Per dare un’idea della dimensione del problema, il documento delle Nazioni Unite porta un esempio molto eloquente: sostanzialmente si tratta di un peso equivalente a 350 navi da crociera delle dimensioni della Queen Mary 2, che se allineate tutte insieme formerebbero una linea lunga 125 km. Ma anche sotto l’aspetto sanitario e ambientale questo spreco comporta dei rischi non più tollerabili. Tutti i rifiuti elettronici, se abbandonati o comunque smaltiti in discariche e inceneritori, rappresentano un grave pericolo e un potenziale rischio perché contengono additivi tossici o sostanze molto pericolose: arsenico, cadmio, piombo e mercurio. Quest’ultimo in particolare, come è noto, comporta seri rischi per il cervello umano e il sistema di coordinamento motorio dei muscoli.
Dunque non c’è altro tempo da perdere per fermare questa catastrofe economica ed ecologica e per questo molti paesi stanno pensando a dei sistemi di punteggi di “riparabilità” sui beni di consumo, introdotti specificamente per la lotta contro l’obsolescenza programmata e pianificata dal sistema industriale “usa e getta”.

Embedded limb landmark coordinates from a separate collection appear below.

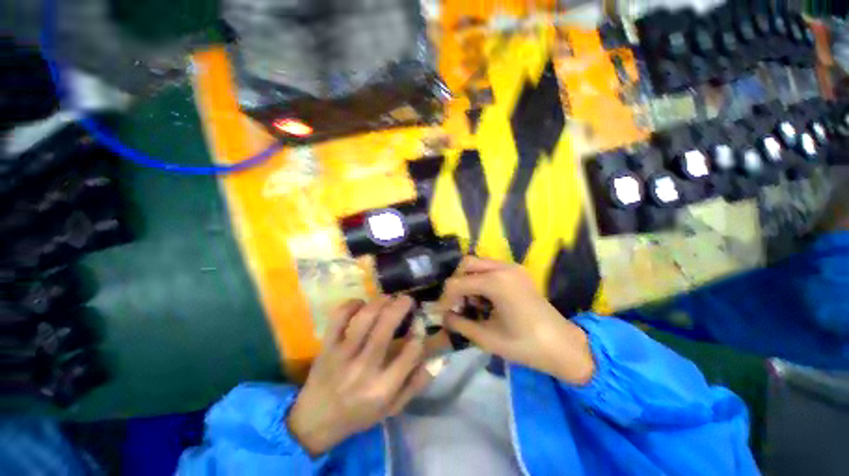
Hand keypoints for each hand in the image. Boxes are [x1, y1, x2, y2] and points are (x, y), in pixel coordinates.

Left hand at [287, 296, 431, 455]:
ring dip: (379, 302)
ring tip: (388, 298)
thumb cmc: (359, 414)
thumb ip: (415, 385)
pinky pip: (338, 318)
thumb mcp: (392, 408)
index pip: (410, 353)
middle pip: (385, 329)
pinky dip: (351, 305)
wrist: (316, 421)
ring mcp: (342, 355)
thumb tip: (435, 360)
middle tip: (407, 299)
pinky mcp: (327, 346)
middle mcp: (364, 369)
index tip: (418, 328)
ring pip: (363, 319)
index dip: (419, 335)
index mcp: (383, 388)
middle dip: (400, 307)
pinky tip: (361, 303)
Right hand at [438, 256, 594, 384]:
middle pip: (467, 263)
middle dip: (456, 282)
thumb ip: (460, 324)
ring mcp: (512, 267)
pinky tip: (485, 300)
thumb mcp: (487, 338)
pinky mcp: (517, 272)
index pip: (457, 282)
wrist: (564, 346)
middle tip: (456, 304)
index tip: (442, 314)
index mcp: (496, 282)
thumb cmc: (526, 346)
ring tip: (471, 304)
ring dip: (469, 280)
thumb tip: (443, 317)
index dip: (445, 298)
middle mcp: (503, 267)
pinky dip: (481, 280)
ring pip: (479, 264)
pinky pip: (491, 268)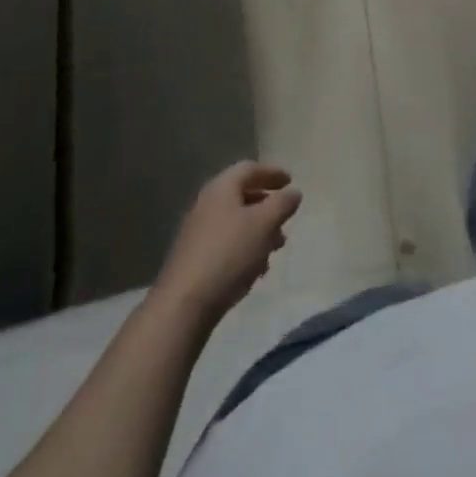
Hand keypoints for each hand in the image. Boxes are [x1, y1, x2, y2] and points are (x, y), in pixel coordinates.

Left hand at [153, 161, 301, 324]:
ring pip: (235, 224)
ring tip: (275, 249)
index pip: (250, 169)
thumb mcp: (264, 224)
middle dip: (267, 206)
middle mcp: (206, 205)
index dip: (272, 173)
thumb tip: (293, 192)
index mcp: (221, 188)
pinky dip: (244, 250)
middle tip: (285, 218)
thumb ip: (283, 204)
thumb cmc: (228, 254)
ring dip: (258, 232)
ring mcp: (197, 234)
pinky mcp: (193, 262)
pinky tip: (255, 270)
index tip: (291, 182)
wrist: (182, 307)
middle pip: (242, 196)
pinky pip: (225, 246)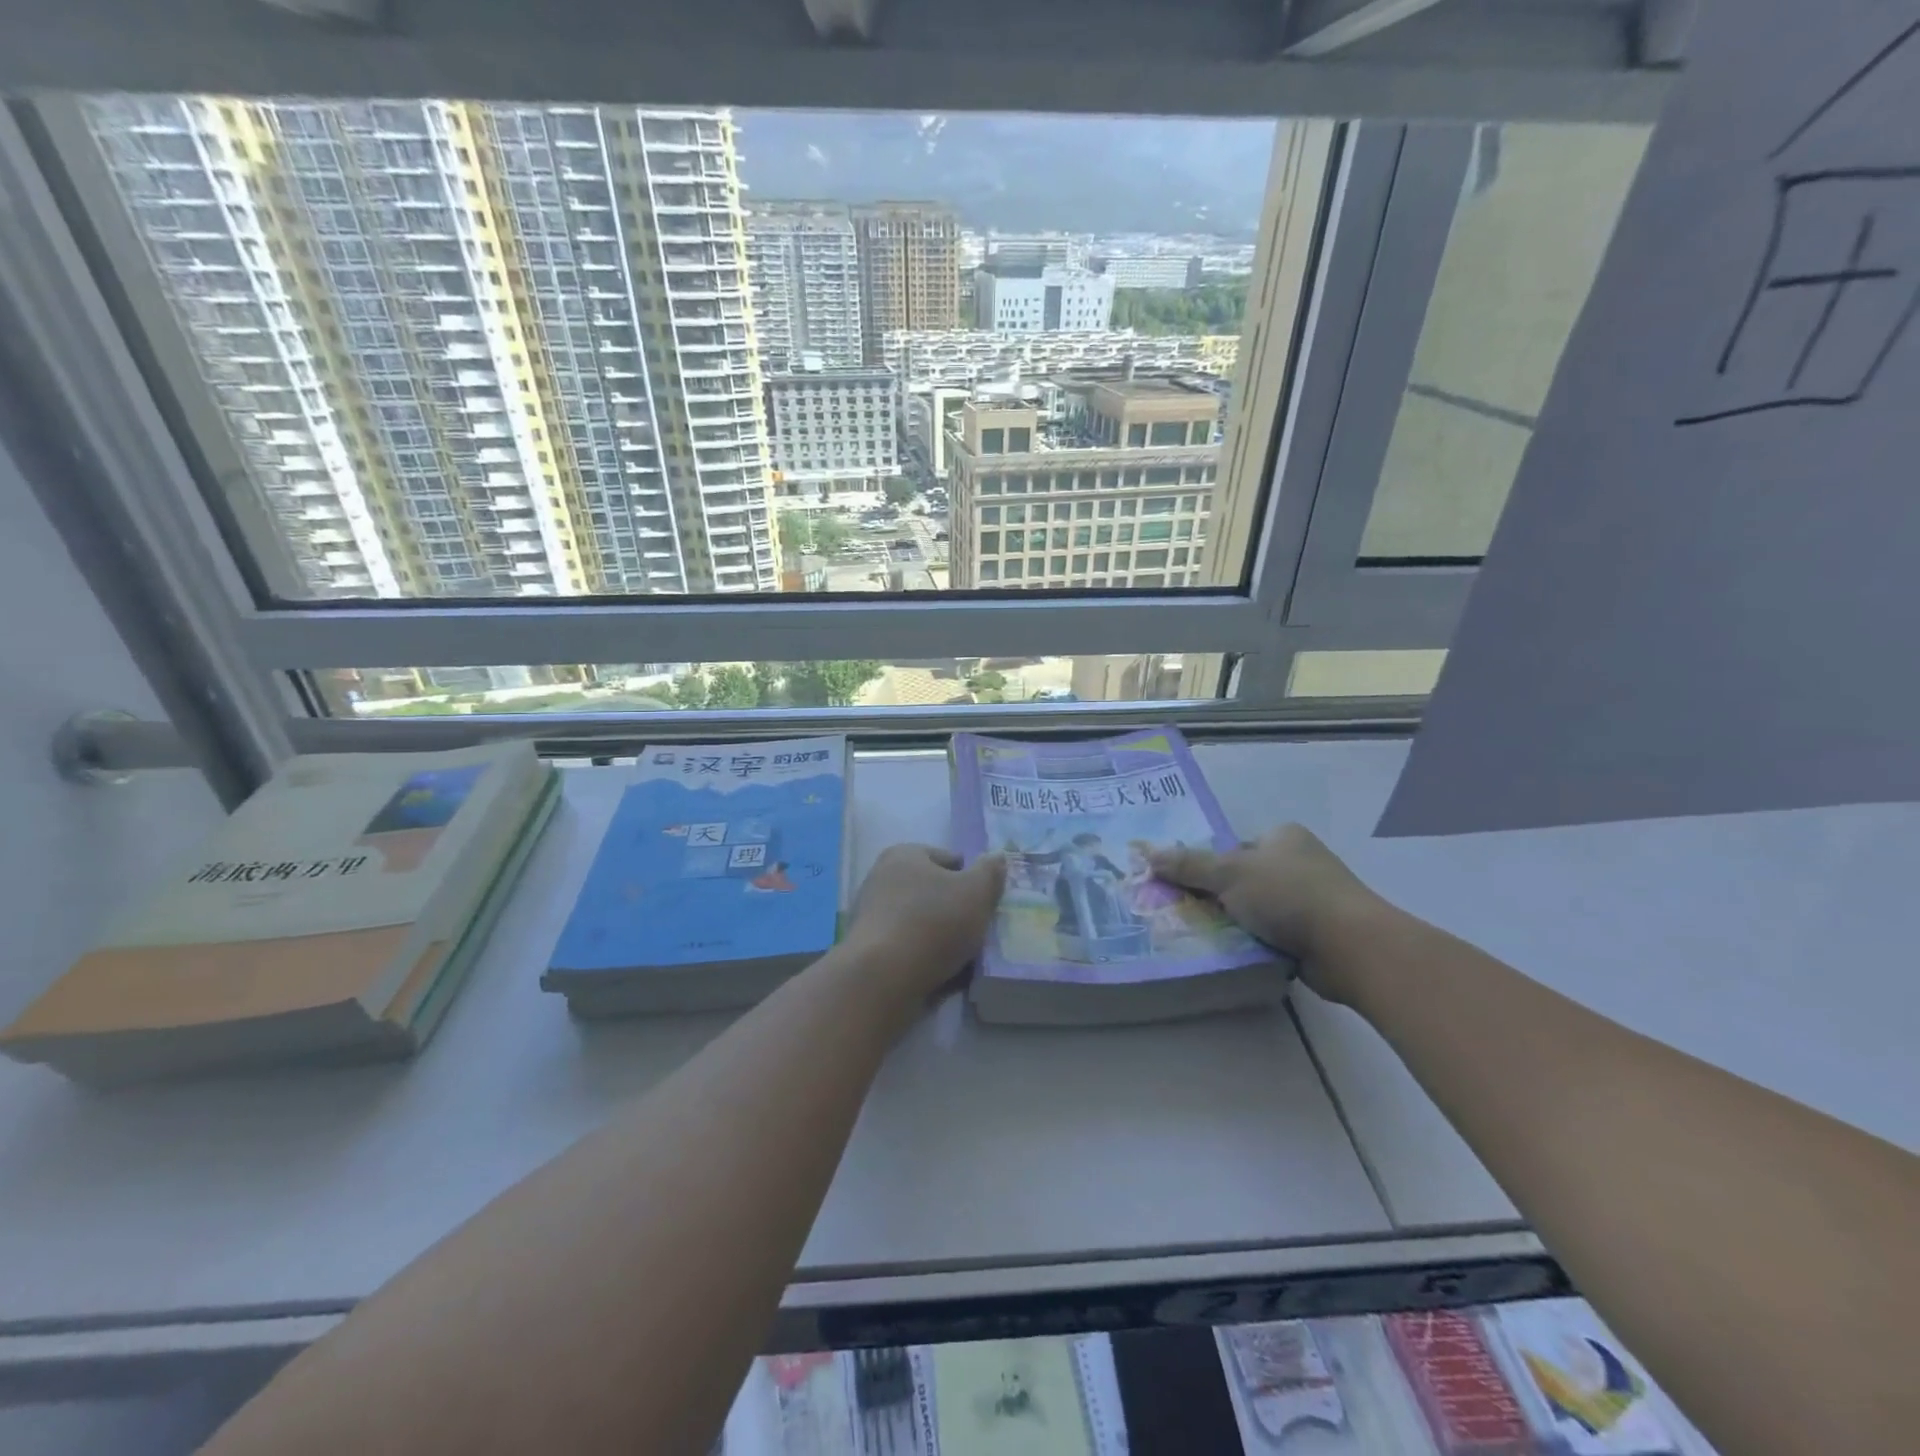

Il “Diritto alla Riparazione” è stato introdotto proprio l’anno scorso dall’Unione Europea e a partire dal 2021 le aziende degli Stati membri dovranno iniziare a rendere gli elettrodomestici più duraturi e fornire pezzi di ricambio per le macchine fino a 10 anni. Per il momento solo la Francia risulta che abbia messo in campo misure in tal senso. Con un apposito programma (che determinerà un punteggio da 1 a 10) verranno costretti i produttori ad etichettare in questo modo gli smartphone, i telefoni fissi e portatili, i frigoriferi, i tosaerba e tanti altri articoli, proprio per incoraggiare acquisti più rispettosi dell’ambiente e rendere più facile ed economicamente vantaggioso la produzione di beni riutilizzabili e riparabili. Sarà vietata l’ulteriore produzione di oggetti che sono stati progettati con il concetto della obsolescenza programmata e incorporata. Molto interessante è anche la prospettiva di creare nuovi posti di lavoro qualificati che, dopo la pandemia del Covid 19 e con il passaggio all’economia circolare, sicuramente saranno molto ricercati. Non a caso su Internet sta circolando una lettera firmata da più di cento professori universitari che chiedono le riforme per introdurre il Diritto alla Riparazione in tutte le legislazioni del mondo. Un diritto che ci dovrebbe dare la possibilità, a ben pensarci, che le cose che acquistiamo durino più a lungo possibile e non solo quanto ha stabilito il suo produttore. Un diritto, in sostanza, che ci consente di “fidelizzarci” alle cose che si rompono di meno e che si possono riparare.